Importanti da fissare, in questo senso, sono una serie di percorsi strutturali interni all’opus maius, che detengono il valore conclamato di veri e propri correlativi oggettivi simbolicamente funzionali al narrato. Prima fra tutti, la mappatura dei luoghi e delle città d’ambientazione, in quanto lo spaziotempo (come si capisce andando avanti con la lettura dei romanzi) viene concepito nel suo insieme olonomico, senza fratture o soluzioni di continuità, nell’unità fondante del Cronotopo che funge da fondale narrativo al destino finale della coscienza dell’Umanità in consesso. L’ambientazione è pervasa da una profonda sensazione di straniamento, giacché il mondo viene colto nella fase caotica successiva al collasso tecnologico e deve pian piano, nel corso della narrazione, tornare a una sorta di ordine originario. Per questo le città descritte hanno da principio un che di poco rassicurante.

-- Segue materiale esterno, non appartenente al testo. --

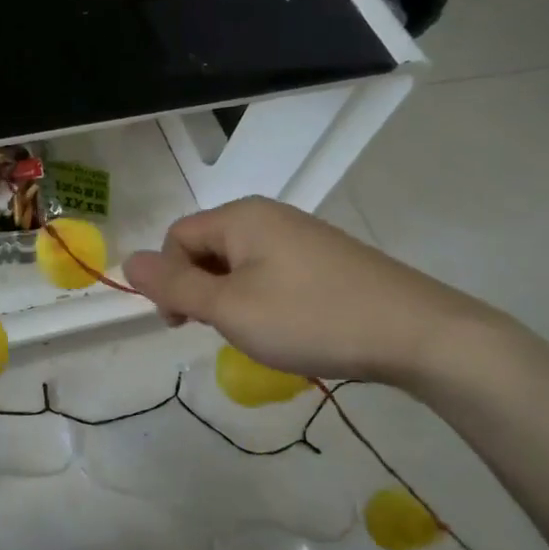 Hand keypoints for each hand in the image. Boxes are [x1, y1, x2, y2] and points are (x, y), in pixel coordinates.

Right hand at [122, 197, 497, 386]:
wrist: (420, 334)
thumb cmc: (311, 318)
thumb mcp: (230, 308)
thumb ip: (174, 286)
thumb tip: (128, 259)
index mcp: (241, 217)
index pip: (177, 238)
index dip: (168, 280)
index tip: (182, 325)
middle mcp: (269, 215)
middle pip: (207, 246)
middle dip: (199, 289)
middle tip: (217, 331)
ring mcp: (302, 235)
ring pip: (239, 262)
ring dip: (230, 297)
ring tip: (254, 333)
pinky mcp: (328, 259)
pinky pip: (272, 271)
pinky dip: (262, 298)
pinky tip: (286, 327) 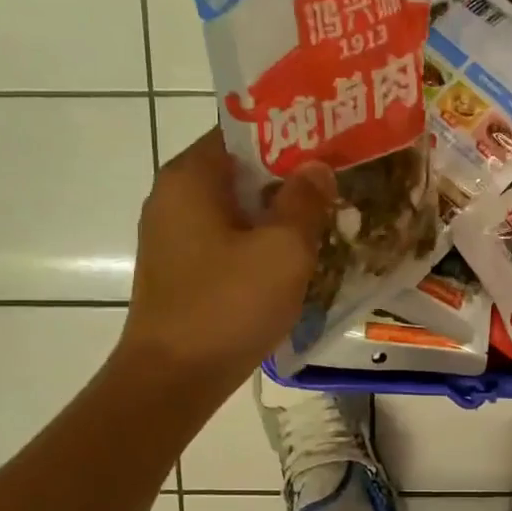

In Sentieri di notte, ad esempio, una Cracovia divorata dalle nebbie ologrammatiche impazzite ricorda visivamente l’angoscia misteriosa evocata dal film The Mist (2007) di Frank Darabont. Oscuro e inquietante, a sua volta, è il tratteggio descrittivo di Berlino, città sede della Macros, la multinazionale che per controllare il mondo ha fuso le reti europee lasciando il continente nel buio di un lungo black-out che procura a sua volta il collasso di internet. Parimenti evocativi e simbolici sono il lago di Lucerna, dove Luther, l’androide destinato a un odissiaco viaggio di “ritorno”, si risveglia; e poi Stoccolma, da dove parte Kristine Klemens per ricongiungersi al suo compagno Piotr Woźniak, un funzionario ribelle della Macros, colui che, da Berlino, cerca di organizzare la resistenza contro il neosistema di controllo che si è nel frattempo instaurato. Molti altri sono i toponimi cosparsi nella narrazione trasversale di quella che è una vera e propria saga protesa verso il ritorno alla Fonte come antico e primigenio luogo in cui ricongiungersi con l’Essere, in un richiamo evidente alla filosofia di Heidegger e al tema del recupero della genuinità dell’esistenza di contro all’avvilente prevalere di una techne che ha spersonalizzato le identità individuali, rendendole scisse da se stesse e dai propri desideri.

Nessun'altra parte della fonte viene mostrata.